• How to complete this task:
Establish how many lines below contain the string "roads". Respond with that number alone.

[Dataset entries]
++++++++++++++++++++

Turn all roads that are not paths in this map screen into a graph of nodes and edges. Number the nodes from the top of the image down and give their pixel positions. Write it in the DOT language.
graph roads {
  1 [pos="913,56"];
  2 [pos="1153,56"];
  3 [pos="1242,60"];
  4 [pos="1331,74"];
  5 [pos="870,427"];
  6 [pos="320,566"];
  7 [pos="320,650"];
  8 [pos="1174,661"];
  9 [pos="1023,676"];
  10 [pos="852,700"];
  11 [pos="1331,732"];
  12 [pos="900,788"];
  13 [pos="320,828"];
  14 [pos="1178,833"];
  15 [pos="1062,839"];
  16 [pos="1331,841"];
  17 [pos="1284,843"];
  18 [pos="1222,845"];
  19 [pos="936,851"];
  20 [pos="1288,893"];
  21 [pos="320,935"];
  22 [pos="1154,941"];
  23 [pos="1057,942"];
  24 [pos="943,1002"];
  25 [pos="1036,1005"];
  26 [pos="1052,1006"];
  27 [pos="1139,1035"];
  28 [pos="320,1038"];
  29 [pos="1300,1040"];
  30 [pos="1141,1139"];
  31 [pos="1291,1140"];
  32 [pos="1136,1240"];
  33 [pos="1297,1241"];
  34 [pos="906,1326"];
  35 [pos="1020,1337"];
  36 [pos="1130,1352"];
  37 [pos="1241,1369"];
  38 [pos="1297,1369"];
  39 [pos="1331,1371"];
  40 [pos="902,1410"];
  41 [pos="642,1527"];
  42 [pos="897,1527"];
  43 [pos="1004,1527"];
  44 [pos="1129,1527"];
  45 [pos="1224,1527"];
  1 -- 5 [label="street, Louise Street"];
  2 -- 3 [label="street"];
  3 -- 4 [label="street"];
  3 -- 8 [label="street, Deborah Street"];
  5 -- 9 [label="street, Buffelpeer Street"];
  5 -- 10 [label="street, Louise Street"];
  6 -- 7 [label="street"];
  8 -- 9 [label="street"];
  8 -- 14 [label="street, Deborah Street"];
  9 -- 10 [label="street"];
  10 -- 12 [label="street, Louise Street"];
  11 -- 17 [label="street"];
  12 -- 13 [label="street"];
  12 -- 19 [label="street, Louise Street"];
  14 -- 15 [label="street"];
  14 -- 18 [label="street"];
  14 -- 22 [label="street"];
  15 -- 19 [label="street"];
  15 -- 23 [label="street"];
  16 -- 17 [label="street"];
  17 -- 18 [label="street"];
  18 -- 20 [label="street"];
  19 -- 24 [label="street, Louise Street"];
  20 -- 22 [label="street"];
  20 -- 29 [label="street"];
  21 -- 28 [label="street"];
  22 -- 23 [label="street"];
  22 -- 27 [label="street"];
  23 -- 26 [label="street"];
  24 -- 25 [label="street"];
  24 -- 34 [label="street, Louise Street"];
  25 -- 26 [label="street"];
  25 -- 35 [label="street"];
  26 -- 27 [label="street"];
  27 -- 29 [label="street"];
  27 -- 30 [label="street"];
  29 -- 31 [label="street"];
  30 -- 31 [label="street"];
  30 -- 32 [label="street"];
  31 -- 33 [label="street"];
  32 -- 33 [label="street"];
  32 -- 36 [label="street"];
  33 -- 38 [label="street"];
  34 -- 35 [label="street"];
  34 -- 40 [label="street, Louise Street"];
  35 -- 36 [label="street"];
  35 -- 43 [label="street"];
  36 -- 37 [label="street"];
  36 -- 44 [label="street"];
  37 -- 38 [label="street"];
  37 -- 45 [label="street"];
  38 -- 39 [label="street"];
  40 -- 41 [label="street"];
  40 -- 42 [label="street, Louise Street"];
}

++++++++++++++++++++

• Solution:
2